Giving up. Dress Rehearsal.
Note: I wrote this eighteen months ago in the summer of 2015, during a three month period of abstention. I began drinking again after being rejected from two exciting jobs I had pinned a little too much hope on. The reason I’m posting this is because it was the first time I admitted to and articulated longer-term problems that my alcohol abuse fed into. For me it’s an honest, painful insight into stuff that I still haven’t addressed properly.
When I drink I feel like I am at war with myself. I cannot elicit any pleasure from the taste anymore although some small part of me tells me that I never did and that instead I acquired only a tolerance that I maintained for fifteen years. Abstention is the commonly used term by recovering alcoholics and support groups. The word’s focus is on the willpower to withhold, restrain, to curb an urge. But we might also consider it a stepping back that offers the opportunity to survey one’s own dependencies and their consequences. For many people to abstain is to turn away from habit, and in turn face the inevitable emptiness that lies in its place; to realise time lost by experiencing days and nights and weekends without drink, to have to fill that space with something else. I mourn wasted time, and recoil in horror at the cumulative effect of days frittered away on weekend benders, mid-week sessions, and innumerable, paralysing hangovers. At thirty-one I suddenly feel more than ever that I am a pale shadow of the person I could have been, that I should be, given the opportunities and privileges I was afforded in my twenties. I often wonder where I would be today if I had exercised restraint and self-control. I often fantasise about having a sharper, more disciplined mind, a healthier physique, and the apparent sense of self-possession and self-confidence that many of my friends exhibit.

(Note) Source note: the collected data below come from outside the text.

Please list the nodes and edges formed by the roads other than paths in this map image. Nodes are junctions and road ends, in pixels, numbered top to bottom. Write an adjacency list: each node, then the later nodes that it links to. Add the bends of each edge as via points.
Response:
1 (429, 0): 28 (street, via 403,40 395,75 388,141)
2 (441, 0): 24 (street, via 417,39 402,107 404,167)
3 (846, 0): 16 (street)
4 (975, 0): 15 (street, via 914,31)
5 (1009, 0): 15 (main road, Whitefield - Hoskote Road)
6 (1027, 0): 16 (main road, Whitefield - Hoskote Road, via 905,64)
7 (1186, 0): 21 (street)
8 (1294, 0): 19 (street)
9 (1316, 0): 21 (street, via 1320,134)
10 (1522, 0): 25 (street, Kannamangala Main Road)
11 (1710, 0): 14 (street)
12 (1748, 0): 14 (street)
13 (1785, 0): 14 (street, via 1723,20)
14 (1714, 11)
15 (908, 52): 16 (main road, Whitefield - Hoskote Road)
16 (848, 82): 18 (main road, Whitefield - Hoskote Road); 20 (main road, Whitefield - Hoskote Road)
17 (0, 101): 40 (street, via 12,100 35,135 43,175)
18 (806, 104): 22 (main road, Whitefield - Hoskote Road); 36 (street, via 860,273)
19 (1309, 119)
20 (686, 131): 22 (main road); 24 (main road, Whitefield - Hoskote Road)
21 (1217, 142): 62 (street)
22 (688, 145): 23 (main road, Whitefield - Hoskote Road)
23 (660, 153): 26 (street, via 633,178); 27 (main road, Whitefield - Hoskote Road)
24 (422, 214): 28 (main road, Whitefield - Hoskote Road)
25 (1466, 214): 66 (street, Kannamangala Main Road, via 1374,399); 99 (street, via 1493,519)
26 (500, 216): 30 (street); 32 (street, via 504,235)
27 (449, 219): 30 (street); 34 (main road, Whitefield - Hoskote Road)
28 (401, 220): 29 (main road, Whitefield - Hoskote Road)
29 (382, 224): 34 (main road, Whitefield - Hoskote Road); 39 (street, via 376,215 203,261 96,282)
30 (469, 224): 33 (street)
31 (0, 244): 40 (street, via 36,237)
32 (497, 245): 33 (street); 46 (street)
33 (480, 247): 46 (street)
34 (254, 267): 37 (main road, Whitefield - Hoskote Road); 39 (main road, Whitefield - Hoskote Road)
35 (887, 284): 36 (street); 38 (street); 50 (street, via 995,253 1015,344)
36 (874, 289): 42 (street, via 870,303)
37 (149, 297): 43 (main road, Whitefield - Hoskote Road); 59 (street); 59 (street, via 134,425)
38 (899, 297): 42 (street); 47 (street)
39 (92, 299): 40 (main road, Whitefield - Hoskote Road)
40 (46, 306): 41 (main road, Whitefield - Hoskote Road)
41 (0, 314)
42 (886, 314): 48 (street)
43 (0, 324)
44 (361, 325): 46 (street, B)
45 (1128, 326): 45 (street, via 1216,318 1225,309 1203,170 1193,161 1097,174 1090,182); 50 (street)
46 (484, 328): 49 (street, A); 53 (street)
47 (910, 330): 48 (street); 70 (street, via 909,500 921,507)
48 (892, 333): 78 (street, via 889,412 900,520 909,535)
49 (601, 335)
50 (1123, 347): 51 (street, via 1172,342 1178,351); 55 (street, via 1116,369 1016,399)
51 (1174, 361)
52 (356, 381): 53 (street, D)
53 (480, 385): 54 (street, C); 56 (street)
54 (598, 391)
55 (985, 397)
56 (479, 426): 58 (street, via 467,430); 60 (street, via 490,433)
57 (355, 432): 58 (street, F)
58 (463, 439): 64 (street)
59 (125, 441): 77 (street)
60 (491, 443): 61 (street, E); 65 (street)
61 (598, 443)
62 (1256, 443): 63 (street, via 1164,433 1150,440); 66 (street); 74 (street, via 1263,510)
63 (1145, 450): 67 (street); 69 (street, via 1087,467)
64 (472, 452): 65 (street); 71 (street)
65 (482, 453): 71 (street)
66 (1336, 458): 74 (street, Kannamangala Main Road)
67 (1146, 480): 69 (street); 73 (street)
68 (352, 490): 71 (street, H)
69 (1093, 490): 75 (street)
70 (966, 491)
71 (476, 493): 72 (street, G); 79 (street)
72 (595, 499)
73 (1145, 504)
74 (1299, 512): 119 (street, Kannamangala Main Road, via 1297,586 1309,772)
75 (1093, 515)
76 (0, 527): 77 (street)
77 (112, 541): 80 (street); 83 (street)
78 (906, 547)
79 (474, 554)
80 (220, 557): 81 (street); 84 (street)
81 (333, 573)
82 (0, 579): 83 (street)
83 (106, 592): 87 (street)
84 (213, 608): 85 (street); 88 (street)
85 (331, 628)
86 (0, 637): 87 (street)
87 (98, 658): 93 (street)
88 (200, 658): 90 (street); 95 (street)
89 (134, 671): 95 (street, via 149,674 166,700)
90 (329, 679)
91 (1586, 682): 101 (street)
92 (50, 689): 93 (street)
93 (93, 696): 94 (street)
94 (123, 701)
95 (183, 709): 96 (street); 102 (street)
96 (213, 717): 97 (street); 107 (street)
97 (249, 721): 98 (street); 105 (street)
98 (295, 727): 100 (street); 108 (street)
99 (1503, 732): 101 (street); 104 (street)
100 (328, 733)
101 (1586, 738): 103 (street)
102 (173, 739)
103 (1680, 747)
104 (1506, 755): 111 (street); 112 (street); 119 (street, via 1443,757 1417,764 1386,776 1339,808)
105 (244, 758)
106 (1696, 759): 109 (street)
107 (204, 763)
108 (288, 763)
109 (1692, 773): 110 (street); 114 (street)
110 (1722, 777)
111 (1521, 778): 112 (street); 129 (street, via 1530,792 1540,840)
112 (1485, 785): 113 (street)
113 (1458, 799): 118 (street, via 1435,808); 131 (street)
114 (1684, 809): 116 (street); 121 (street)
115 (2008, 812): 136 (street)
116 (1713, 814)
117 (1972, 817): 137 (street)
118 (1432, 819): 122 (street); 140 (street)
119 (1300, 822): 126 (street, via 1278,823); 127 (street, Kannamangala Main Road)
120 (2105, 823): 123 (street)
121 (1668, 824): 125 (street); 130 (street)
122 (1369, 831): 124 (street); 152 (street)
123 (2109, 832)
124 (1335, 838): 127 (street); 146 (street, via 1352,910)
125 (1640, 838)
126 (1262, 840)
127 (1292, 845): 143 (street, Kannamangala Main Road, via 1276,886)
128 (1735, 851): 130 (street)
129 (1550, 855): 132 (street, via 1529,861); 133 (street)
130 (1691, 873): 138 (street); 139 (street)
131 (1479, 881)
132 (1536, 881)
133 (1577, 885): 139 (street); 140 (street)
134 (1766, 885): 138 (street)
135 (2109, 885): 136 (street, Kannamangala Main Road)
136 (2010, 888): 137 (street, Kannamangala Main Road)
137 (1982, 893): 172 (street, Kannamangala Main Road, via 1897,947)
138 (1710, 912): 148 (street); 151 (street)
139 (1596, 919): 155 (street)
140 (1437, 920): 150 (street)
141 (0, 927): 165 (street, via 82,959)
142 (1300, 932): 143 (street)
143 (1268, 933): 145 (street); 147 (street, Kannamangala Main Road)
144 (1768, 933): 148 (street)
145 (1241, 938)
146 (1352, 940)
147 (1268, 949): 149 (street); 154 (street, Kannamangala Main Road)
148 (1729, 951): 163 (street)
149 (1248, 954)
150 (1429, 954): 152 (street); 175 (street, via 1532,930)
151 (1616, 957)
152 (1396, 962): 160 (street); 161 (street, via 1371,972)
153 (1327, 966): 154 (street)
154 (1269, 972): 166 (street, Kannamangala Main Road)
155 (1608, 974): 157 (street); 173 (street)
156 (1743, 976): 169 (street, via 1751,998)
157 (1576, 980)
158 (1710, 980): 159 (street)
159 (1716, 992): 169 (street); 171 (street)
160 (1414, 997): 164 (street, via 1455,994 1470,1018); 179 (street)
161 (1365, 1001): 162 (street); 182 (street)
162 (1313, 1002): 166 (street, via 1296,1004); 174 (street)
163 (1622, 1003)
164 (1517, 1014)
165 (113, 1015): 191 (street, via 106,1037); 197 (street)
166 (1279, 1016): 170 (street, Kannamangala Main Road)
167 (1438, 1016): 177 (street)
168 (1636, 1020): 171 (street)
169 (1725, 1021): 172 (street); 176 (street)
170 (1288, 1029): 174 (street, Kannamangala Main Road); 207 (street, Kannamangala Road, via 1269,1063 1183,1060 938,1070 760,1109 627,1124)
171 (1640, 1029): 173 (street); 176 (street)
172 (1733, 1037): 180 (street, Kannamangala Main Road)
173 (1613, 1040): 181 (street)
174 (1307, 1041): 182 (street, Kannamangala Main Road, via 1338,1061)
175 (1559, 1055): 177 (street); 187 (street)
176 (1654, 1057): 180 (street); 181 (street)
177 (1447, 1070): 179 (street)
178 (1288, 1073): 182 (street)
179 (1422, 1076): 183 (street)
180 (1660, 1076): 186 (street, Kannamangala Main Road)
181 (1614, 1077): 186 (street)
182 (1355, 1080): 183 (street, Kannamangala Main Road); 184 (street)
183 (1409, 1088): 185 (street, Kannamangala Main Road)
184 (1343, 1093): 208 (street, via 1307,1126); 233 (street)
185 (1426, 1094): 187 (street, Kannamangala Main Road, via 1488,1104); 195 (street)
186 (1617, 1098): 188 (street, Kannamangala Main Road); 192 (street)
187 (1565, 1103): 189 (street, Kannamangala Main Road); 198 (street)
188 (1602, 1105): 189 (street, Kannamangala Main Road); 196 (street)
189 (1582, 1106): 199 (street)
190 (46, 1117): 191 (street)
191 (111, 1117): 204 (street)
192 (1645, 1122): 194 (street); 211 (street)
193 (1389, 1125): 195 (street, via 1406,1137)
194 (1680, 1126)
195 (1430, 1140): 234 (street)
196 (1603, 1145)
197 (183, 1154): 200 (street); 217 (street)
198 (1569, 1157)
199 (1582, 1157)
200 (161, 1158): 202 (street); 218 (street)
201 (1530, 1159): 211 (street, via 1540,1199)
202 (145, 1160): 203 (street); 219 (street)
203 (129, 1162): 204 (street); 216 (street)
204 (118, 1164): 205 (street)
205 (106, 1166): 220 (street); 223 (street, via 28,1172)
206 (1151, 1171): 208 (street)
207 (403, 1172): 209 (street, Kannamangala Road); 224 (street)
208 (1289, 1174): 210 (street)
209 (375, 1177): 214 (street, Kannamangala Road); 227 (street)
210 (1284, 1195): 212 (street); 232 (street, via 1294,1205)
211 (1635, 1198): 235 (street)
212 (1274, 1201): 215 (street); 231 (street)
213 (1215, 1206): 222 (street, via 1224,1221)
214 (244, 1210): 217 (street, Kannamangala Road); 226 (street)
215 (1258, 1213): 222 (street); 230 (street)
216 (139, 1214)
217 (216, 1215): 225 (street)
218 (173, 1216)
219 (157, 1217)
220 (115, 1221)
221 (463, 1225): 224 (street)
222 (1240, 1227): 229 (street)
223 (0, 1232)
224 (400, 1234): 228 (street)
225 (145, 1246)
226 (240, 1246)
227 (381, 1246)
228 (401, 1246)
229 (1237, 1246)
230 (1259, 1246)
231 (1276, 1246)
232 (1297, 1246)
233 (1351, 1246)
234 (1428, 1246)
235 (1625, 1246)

My twenties were abridged by alcohol, punctuated with memory loss and blackouts. I drank to celebrate, to ease social anxiety, to relax, to commiserate, to de-stress, to battle depression, to avoid working, and most destructively of all, I drank out of boredom. One of the most basic horrors of coming to terms with your drinking habit is understanding that your assumption that everyone is doing the same as you is false. It is a conviction that feeds back into your own sense of what is normal. When I think back to weddings, parties, gigs, events, weekends out, after-work drinks, I feel overwhelming embarrassment, shame, and guilt. If I am not careful in managing my emotions, they easily turn into a dangerous cycle of self-loathing and despondency.
I think of friendships and relationships I neglected or undermined or destroyed because of a psychotic urge to consume alcohol beyond any reasonable measure. Was I witter, happier, or cleverer? Probably not. Not that I could remember, so it didn’t really matter. If I could overcome my crushing self-consciousness and temporarily smother the growing chorus of admonishment in my head for a night then I’d drink and drink and deal with the consequences the next day. I began attributing alcohol to my many failures of character, depending on it to excuse awful, inexcusable behaviour, and externalising its effects to absolve myself of responsibility. I know that most people can drink in moderation, but I am acutely aware I cannot. You have no brakes, a friend once told me, possibly out of concern. I laughed it off of course, but his casual remark cut through enough that it has stayed with me ever since.
Looking back at the past with a clear head is painful, sad, and upsetting, but being able to the future with a sense of clarity feels good. Here goes.
Note: It saddens me somewhat to read the last sentence, as I soon fell back into old habits. Right now I am trying to recapture and hold onto that same hope and optimism.